Na 1.ª Conferência Prisma Económico sobre “Finanças Sustentáveis”, realizada pelo ontem pelo BAI em Luanda, a PCA da Academia BAI defendeu a confluência de esforços entre instituições de formação, mercado e sociedade para a valorização profissional do talento angolano. Durante o fórum, Noelma Abreu indicou que, em 2025, a Academia BAI lançou 286 licenciados no mundo laboral.
“É, sim, possível que formação, a sociedade e o mercado se interliguem para criar oportunidades concretas de desenvolvimento profissional”, defendeu ontem a PCA da Academia BAI, durante a primeira conferência da revista Prisma Económico, publicação do BAI.
Durante a participação no painel “Inclusão financeira, educação e impacto comunitário”, Noelma Abreu sustentou a sua visão no próprio trabalho da Academia BAI. “Desde o início da formação académica, em 2017, com 320 estudantes e duas licenciaturas, a Academia BAI tem vindo a consolidar o seu impacto no mercado de trabalho. No último ano, 286 licenciados foram integrados em diferentes organizações, demonstrando como a formação, a sociedade e o mercado se interligam na criação de oportunidades concretas de desenvolvimento profissional”, comentou.
A Academia BAI surgiu em 2012 com a meta de formação profissional, promoção do conhecimento e desenvolvimento contínuo de competências. Cinco anos mais tarde, em 2017, criou o Instituto Superior de Administração e Finanças (ISAF), que conta com licenciaturas em Gestão Bancária e Seguros, Contabilidade e Finanças, e Informática de Gestão Financeira.
Para além do ISAF, a instituição criou a Academia Executive Education (AEE), focada na formação de líderes empresariais.
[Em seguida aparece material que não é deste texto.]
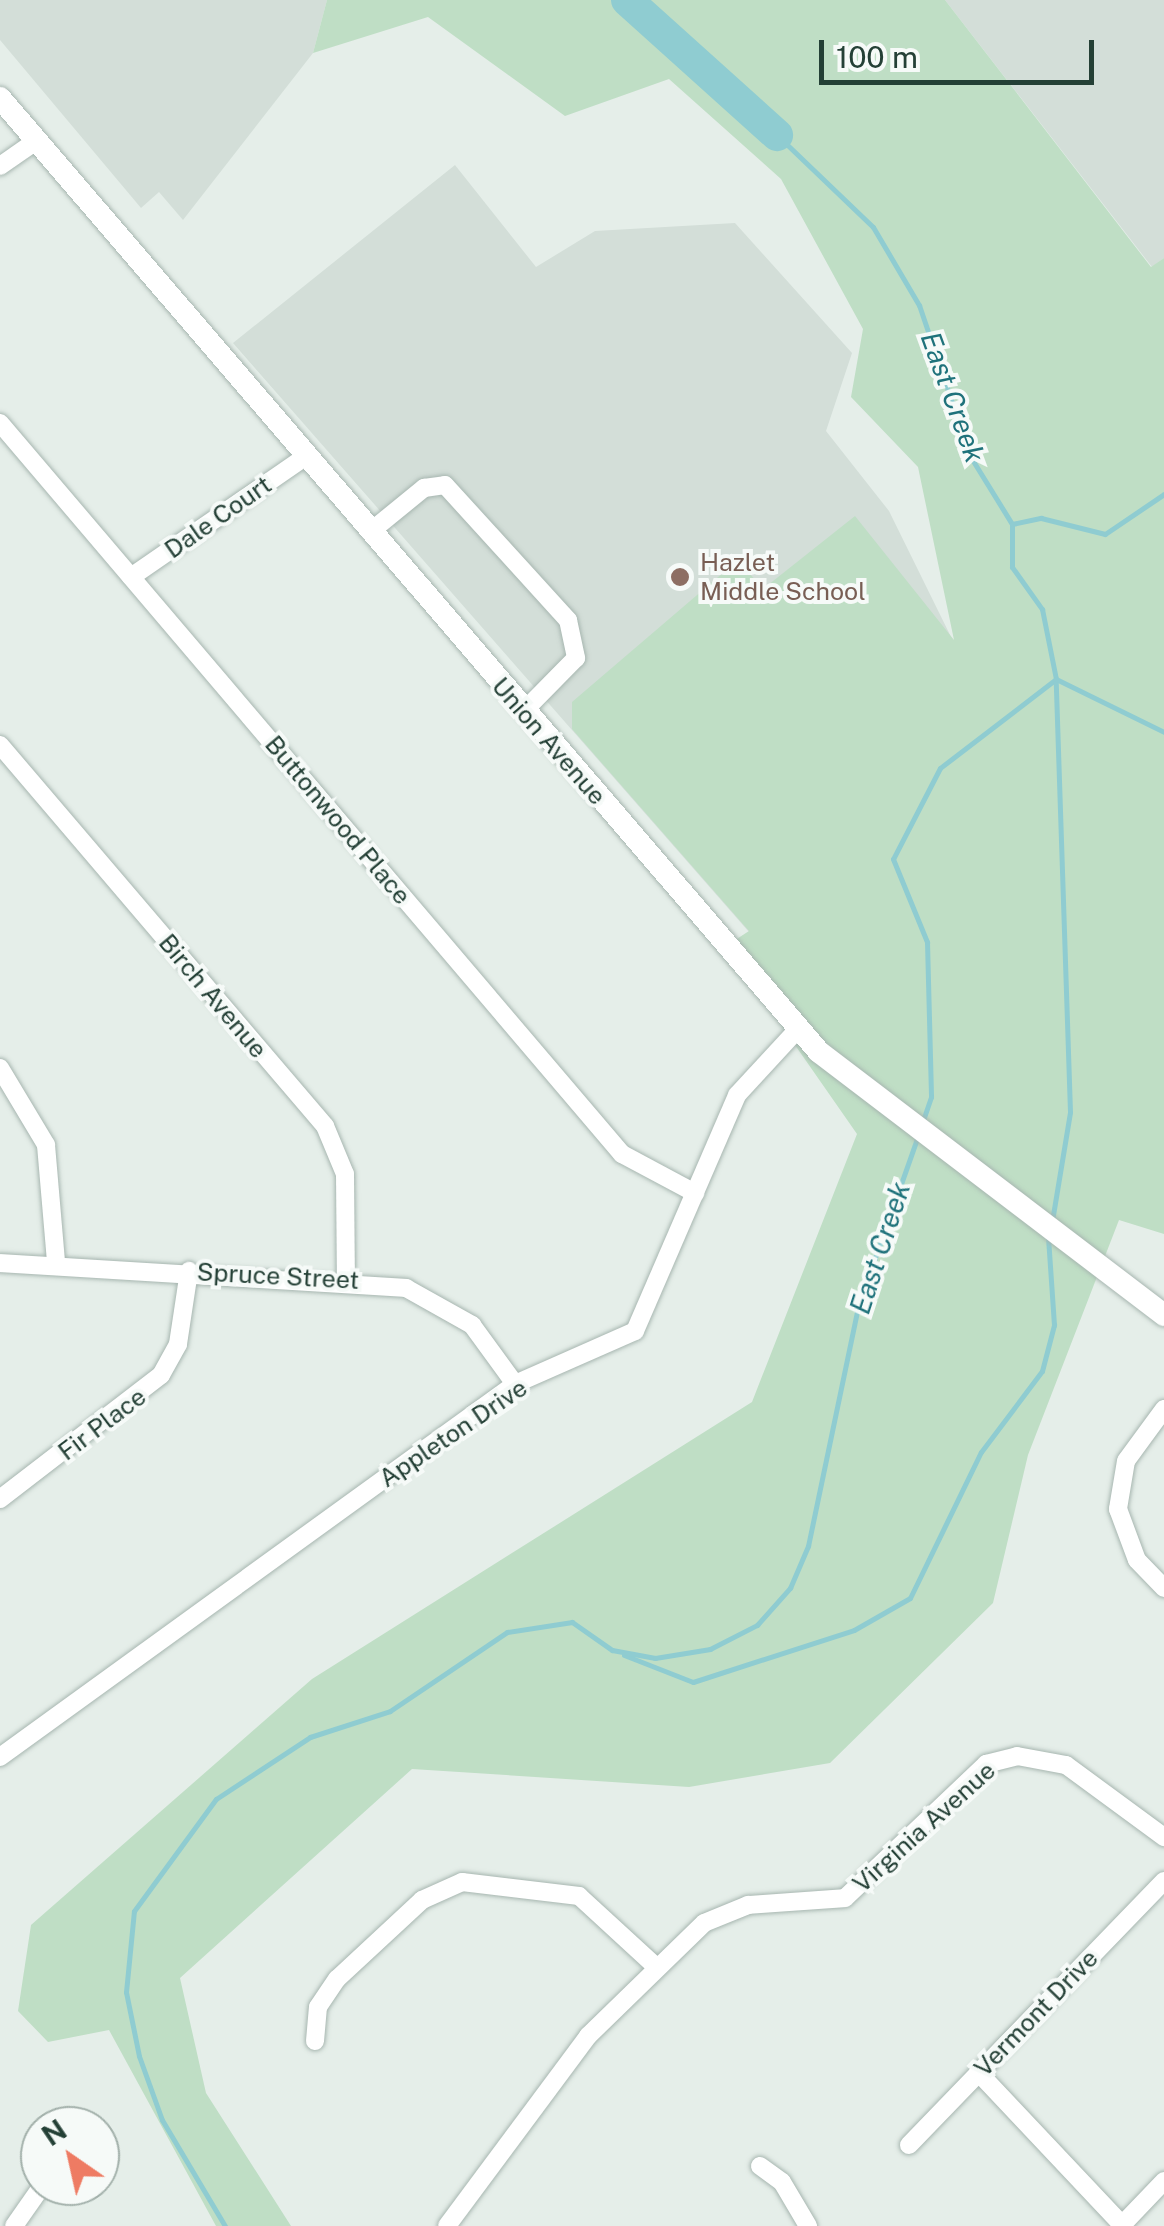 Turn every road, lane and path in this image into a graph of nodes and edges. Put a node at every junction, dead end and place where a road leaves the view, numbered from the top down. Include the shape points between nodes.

A 1.ª Conferência Prisma Económico, que decorreu hoje em Luanda sob o tema “Finanças Sustentáveis”. Promovida pelo BAI e pela revista Prisma Económico, a conferência contou com os painéis “Transição energética, risco climático e produtos ‘verdes’”, “Inclusão financeira, educação e impacto comunitário” e “Regulamentação, compliance e inovação – Mercados regulados”.